Sharing First Nations Culture and Cuisine with Rulla Kelly-Mansell
It’s a simple idea, and one that has a deep connection to Australian culture: from small things, big things develop.
So goes the song, by Kev Carmody and Paul Kelly, about the nascent land rights movement in the 1960s and 1970s.
But for ABC’s Rulla Kelly-Mansell, originally from northern Lutruwita-Tasmania and now living in Adelaide, the phrase is literal too.
Kelly-Mansell’s new show, Cooking on Country, deals with Aboriginal and Torres Strait Islander people, and explains how the nation’s landscape has acted as a greenhouse and pantry for Indigenous Australians for thousands of years. years.
“It’s called Cooking on Country for a reason,” Kelly-Mansell said.
“There’s this story that we traditionally lived, like that was it, but no. We had a sustainable way of life, we were the first farmers, we had it all figured out.
“There is an alternative way of life within reach, valued and respectful of the traditional ways of life of First Nations peoples.
Kelly-Mansell described Cooking on Country as a light take on the traditional format of a cooking show, but it also has some serious and personal undertones, and briefly touches on Kelly-Mansell’s cancer diagnosis at the age of 27. .
Proud man from Tulampanga Kooparoona Niara Pakana travels to Darwin with his close friend, fellow footballer turned artist Marlon Motlop, where they share stories – and recipes – with locals.
“In this particular case, it is the people of Larrakia – the Larrakia are the saltwater dwellers of the Northern Territory,” said Kelly-Mansell.

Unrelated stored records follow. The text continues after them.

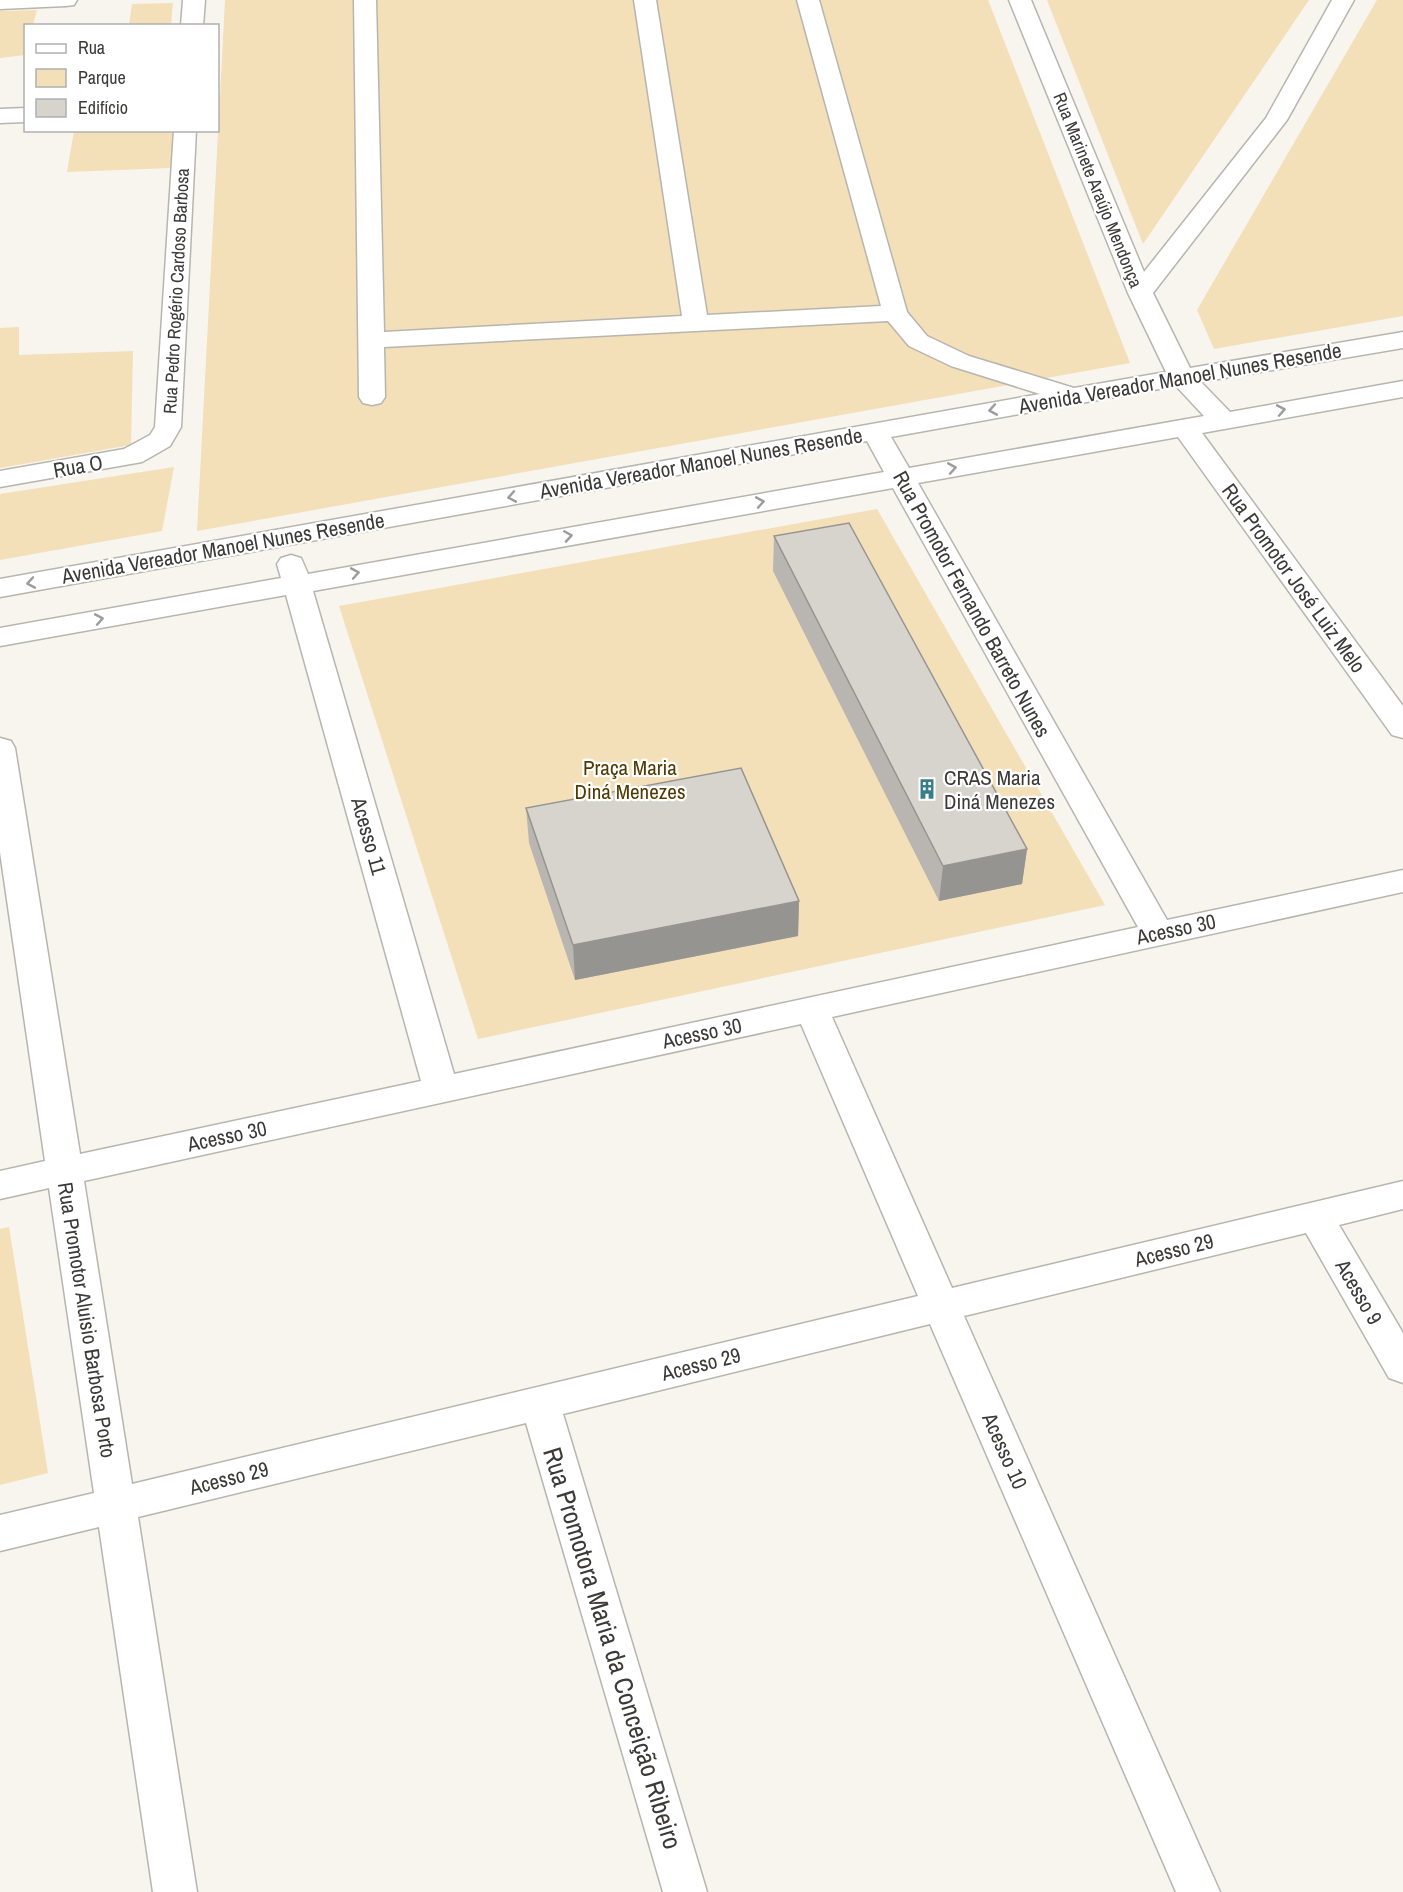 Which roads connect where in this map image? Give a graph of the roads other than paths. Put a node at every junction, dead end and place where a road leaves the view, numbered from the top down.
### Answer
1 (66, 0) edge
2 (194, 0) edge
3 (365, 0) edge
4 (645, 0) edge
5 (808, 0) edge
6 (1020, 0) edge
7 (1343, 0) edge
8 (0, 3) edge
9 (192, 24) edge
10 (24, 115) edge
11 (0, 116) edge
12 (185, 132) edge
13 (1140, 293) junction
14 (895, 313) junction
15 (696, 323) junction
16 (372, 340) junction
17 (1403, 340) edge
18 (1182, 378) junction
19 (1403, 389) edge
20 (1074, 396) junction
21 (372, 397) dead end
22 (1223, 420) junction
23 (1185, 428) junction
24 (875, 432) junction
25 (153, 446) joint
26 (901, 477) junction
27 (0, 479) edge
28 (283, 538) junction
29 (298, 583) junction
30 (0, 588) edge
31 (0, 637) edge
32 (1403, 728) edge
33 (0, 748) edge
34 (1403, 881) edge
35 (1158, 933) junction
36 (812, 1009) junction
37 (441, 1090) junction
38 (64, 1171) junction
39 (0, 1185) edge
40 (1403, 1195) edge
41 (1316, 1216) junction
42 (942, 1306) junction
43 (1403, 1367) edge
44 (540, 1403) junction
45 (116, 1506) junction
46 (0, 1533) edge
47 (175, 1892) edge
48 (685, 1892) edge
49 (1198, 1892) edge

1 - 8 street
2 - 9 street
3 - 16 street
4 - 15 street
5 - 14 street
6 - 13 street, Rua Marinete Araújo Mendonça
7 - 13 street
10 - 11 street
12 - 25 street, Rua Pedro Rogério Cardoso Barbosa
13 - 18 street, Rua Marinete Araújo Mendonça
14 - 15 street
14 - 20 street
15 - 16 street
16 - 21 street
17 - 18 street, Avenida Vereador Manoel Nunes Resende
18 - 20 street, Avenida Vereador Manoel Nunes Resende
18 - 22 street, Rua Marinete Araújo Mendonça
22 -> 19 street
20 -> 24 street, Avenida Vereador Manoel Nunes Resende
22 - 23 street
26 -> 23 street
23 - 32 street, Rua Promotor José Luiz Melo
24 - 26 street, Rua Promotor Fernando Barreto Nunes
24 -> 28 street, Avenida Vereador Manoel Nunes Resende
25 - 27 street, Rua O
29 -> 26 street
26 - 35 street, Rua Promotor Fernando Barreto Nunes
28 - 29 street, Acesso 11
28 -> 30 street, Avenida Vereador Manoel Nunes Resende
31 -> 29 street
29 - 37 street, Acesso 11
33 - 38 street, Rua Promotor Aluisio Barbosa Porto
34 - 35 street, Acesso 30
35 - 36 street, Acesso 30
36 - 37 street, Acesso 30
36 - 42 street, Acesso 10
37 - 38 street, Acesso 30
38 - 39 street, Acesso 30
38 - 45 street, Rua Promotor Aluisio Barbosa Porto
40 - 41 street, Acesso 29
41 - 42 street, Acesso 29
41 - 43 street, Acesso 9
42 - 44 street, Acesso 29
42 - 49 street, Acesso 10
44 - 45 street, Acesso 29
44 - 48 street, Rua Promotora Maria da Conceição Ribeiro
45 - 46 street, Acesso 29
45 - 47 street, Rua Promotor Aluisio Barbosa Porto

“We travel to the Northern Territory, we travel to Darwin, we go hunting for the food that we eat, and in doing that, we are on Country, and we are learning from the people of Larrakia.”
In one episode, Kelly-Mansell and Motlop team up with Motlop’s cousin, Daniel, a man from Larrakia and former AFL footballer, to cook mud crab – a delicacy Kelly-Mansell describes as “the Top End Crayfish ”.
Other dishes on the menu include native figs, green ants, barramundi, and magpie goose.
Combine the commercial with the sustainable
In recent years, the “bush tucker” has undergone a rebranding.
While previous TV shows – notably The Bush Tucker Man – have helped showcase traditional cuisine, Cooking on Country doesn’t just focus on food as food.
Rather, the show promotes traditional cuisine as a form of fine dining in its own right, as something the general Australian public should include on their own plates.
Bush tucker is something very much in the same spirit as the haute cuisine of other nations of the world.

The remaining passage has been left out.